The scikit-learn tree module relies heavily on
Cython to perform fast operations on NumPy arrays, so I've been learning the language (if you can even call it that) in order to effectively contribute.

At first, I was a bit skeptical about the purported benefits of Cython -- it's widely said that Python is "slow", but how slow is "slow"? Similarily, C code is known to be "fast", but its hard to get a grasp on the performance difference between Cython and Python without directly comparing them. This post summarizes a quick (and extremely unscientific) experiment I did comparing the performance of raw Python, Python code running in Cython, and Python code with static typing running in Cython. These results may not generalize to whatever application you have in mind for Cython, but they're suitable for seeing the existence of performance differences on a CPU-heavy task.

Why would I want to use Cython?

Cython combines Python's ease of use with C performance to help developers optimize their Python code or create a fast Python interface to their C code.

To understand how Cython improves the performance of Python code, it is useful to have some knowledge of how code in Python and C is run. Python is a dynamically typed -- this means that variables do not have to be fixed at compile time, and a variable that starts as an int can be set to a list or even a custom Python object at any time. On the other hand, C is statically typed -- variable types must be defined at compile time, and they are generally that type and only that type. Also, Python is an interpreted language; this indicates that there is no compile step necessary to run the code. C is a compiled language, and files thus must be compiled before they are runnable.

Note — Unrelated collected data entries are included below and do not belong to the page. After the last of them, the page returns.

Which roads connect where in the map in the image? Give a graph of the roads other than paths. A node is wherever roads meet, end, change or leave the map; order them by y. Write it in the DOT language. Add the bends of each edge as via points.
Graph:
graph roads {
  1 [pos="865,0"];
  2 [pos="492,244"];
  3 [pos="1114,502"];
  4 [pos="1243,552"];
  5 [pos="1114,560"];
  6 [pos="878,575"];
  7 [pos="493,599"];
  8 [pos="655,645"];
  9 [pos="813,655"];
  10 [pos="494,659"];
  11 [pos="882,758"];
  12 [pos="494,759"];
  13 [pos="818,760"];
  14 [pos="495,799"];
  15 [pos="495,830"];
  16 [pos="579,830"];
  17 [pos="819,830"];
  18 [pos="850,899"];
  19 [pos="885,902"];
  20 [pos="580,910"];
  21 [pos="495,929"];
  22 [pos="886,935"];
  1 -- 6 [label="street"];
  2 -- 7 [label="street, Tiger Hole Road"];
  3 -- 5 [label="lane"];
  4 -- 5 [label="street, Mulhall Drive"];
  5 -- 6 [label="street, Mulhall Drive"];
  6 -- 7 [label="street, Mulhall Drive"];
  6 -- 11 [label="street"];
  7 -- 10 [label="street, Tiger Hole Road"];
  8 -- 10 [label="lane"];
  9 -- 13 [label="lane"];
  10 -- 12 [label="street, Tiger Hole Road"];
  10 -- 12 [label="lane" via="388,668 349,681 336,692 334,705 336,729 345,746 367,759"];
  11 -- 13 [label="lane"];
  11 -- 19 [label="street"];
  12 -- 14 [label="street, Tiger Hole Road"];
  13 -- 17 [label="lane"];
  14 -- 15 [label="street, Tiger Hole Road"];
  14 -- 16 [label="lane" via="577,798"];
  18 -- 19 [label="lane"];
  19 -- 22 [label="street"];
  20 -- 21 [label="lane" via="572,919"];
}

Given Python's nature as a dynamically typed, interpreted language, the interpreter must spend time to figure out what type each variable is at runtime, extract the data from these variables, run the low-level machine instructions, and then place the result into a (possibly new) Python object that is returned. In C, the compiler can figure out at compile time all the details of low-level functions / data to use; a compiled C program spends almost all its runtime calling fast low-level functions, making it much faster than Python. Cython attempts to improve the performance of Python programs by bringing the static typing of C to Python, a dynamic language.

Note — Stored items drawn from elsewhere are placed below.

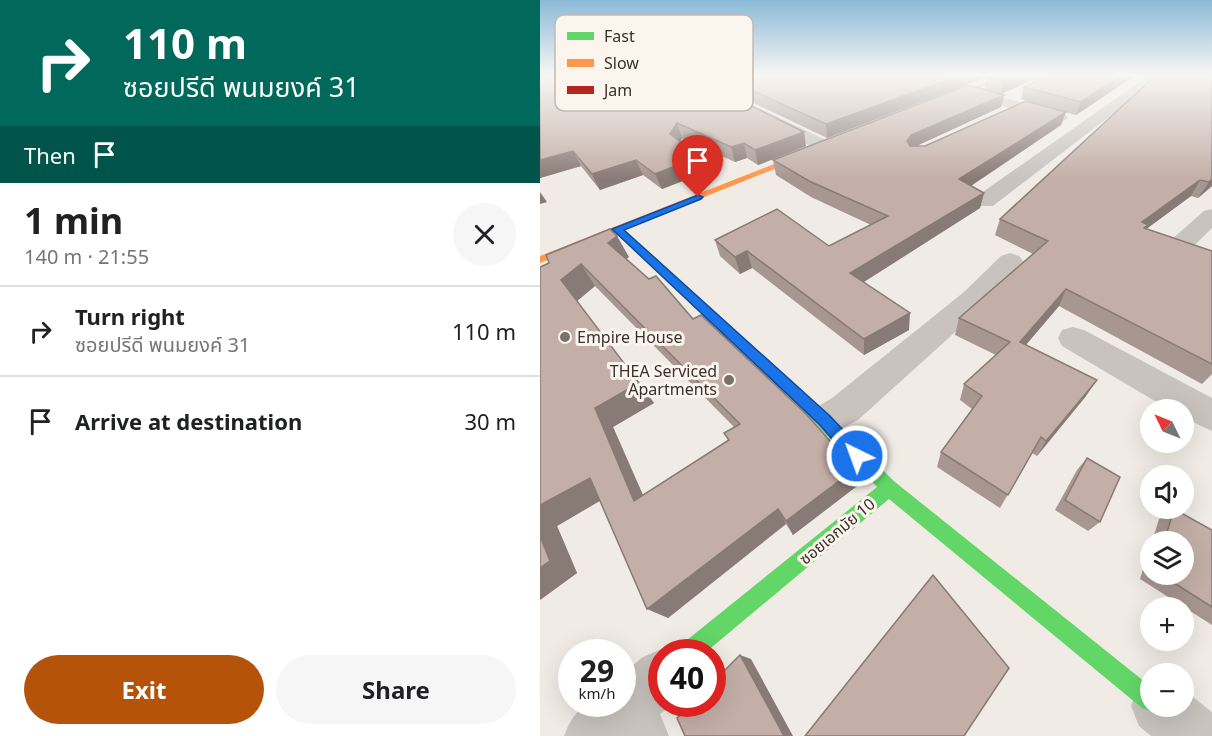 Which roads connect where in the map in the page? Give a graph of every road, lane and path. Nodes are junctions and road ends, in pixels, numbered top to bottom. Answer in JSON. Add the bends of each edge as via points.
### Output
{"nodes":[{"id":1,"x":757,"y":110,"type":"edge"},
{"id":2,"x":1048,"y":110,"type":"edge"},
{"id":3,"x":1107,"y":110,"type":"edge"},
{"id":4,"x":1085,"y":126,"type":"junction"},
{"id":5,"x":832,"y":145,"type":"joint"},
{"id":6,"x":985,"y":201,"type":"edge"},
{"id":7,"x":1212,"y":216,"type":"edge"},
{"id":8,"x":617,"y":229,"type":"junction"},
{"id":9,"x":1180,"y":245,"type":"edge"},
{"id":10,"x":540,"y":260,"type":"edge"},
{"id":11,"x":1010,"y":261,"type":"dead end"},
{"id":12,"x":1073,"y":338,"type":"dead end"},
{"id":13,"x":1212,"y":416,"type":"edge"},
{"id":14,"x":825,"y":421,"type":"junction"},
{"id":15,"x":889,"y":488,"type":"junction"},
{"id":16,"x":706,"y":639,"type":"edge"},
{"id":17,"x":1140,"y":692,"type":"edge"},
{"id":18,"x":1172,"y":717,"type":"edge"},
{"id":19,"x":1195,"y":736,"type":"edge"}],
"edges":[{"from":1,"to":5,"type":"street"},
{"from":2,"to":4,"type":"street"},
{"from":3,"to":4,"type":"street"},
{"from":4,"to":6,"type":"street"},
{"from":5,"to":8,"type":"street"},
{"from":7,"to":9,"type":"street"},
{"from":8,"to":10,"type":"street"},
{"from":8,"to":14,"type":"street","name":"ซอยเอกมัย 10"},
{"from":11,"to":14,"type":"street","via":[[957,313],[845,409]]},
{"from":12,"to":13,"type":"street"},
{"from":14,"to":15,"type":"street","name":"ซอยเอกมัย 10"},
{"from":15,"to":16,"type":"street","name":"ซอยเอกมัย 10"},
{"from":15,"to":17,"type":"street"},
{"from":18,"to":19,"type":"street"}]}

With a few exceptions, valid Python code is also valid Cython. To demonstrate what sort of speed gains are possible with Cython, we turn to the classic example of calculating fibonacci numbers.

Python vs Cython

Below is a simple recursive function to calculate the nth Fibonnaci number in Python

def fibonacci_py(n):
    a, b = 0, 1
    for _ in range(1, n):
        a, b = b, a + b
    return b

Let's see how long the Python function takes to calcuate several values of fibonacci

%timeit fibonacci_py(0)
1000000 loops, best of 3: 436 ns per loop
%timeit fibonacci_py(70)
100000 loops, best of 3: 4.89 µs per loop

Now, let's turn the above function into a Cython function without changing anything (remember that most valid Python code is valid Cython) and evaluate performance again.

%load_ext Cython
%%cython
def fibonacci_cy_naive(n):
    a, b = 0, 1
    for _ in range(1, n):
        a, b = b, a + b
    return b
%timeit fibonacci_cy_naive(0)
1000000 loops, best of 3: 227 ns per loop
%timeit fibonacci_cy_naive(70)
100000 loops, best of 3: 2.1 µs per loop

Now let's add static typing to the naive Cython code.

%%cython
def fibonacci_cy_static(n):
    cdef int _
    cdef int a=0, b=1
    for _ in range(1, n):
        a, b = b, a + b
    return b
%timeit fibonacci_cy_static(0)
10000000 loops, best of 3: 59.3 ns per loop
%timeit fibonacci_cy_static(70)
10000000 loops, best of 3: 126 ns per loop

As you can see, it took Python 436 ns per loop to calculate fibonacci(0) and 4.89 µs per loop to calculate fibonacci(70). Simply using Cython without any changes to the Python code more than doubled the performance, with 227 ns per loop to calculate fibonacci(0) and 2.1 µs per loop to calculate fibonacci(70). However, the most dramatic performance increase came from using statically typed C variables (defined with cdef). Using statically typed variables resulted in 59.3 ns per loop when calculating fibonacci(0) and 126 ns per loop when calculating fibonacci(70)! In the case of calculating fibonacci(0), this represents a 3x speed improvement over the naive Cython function and a 7x performance increase over the Python function. The speedup is even more pronounced when calculating fibonacci(70); using statically typed variables gave a speedup of almost 17x from the naive Cython version and approximately a 39x improvement over the normal Python version!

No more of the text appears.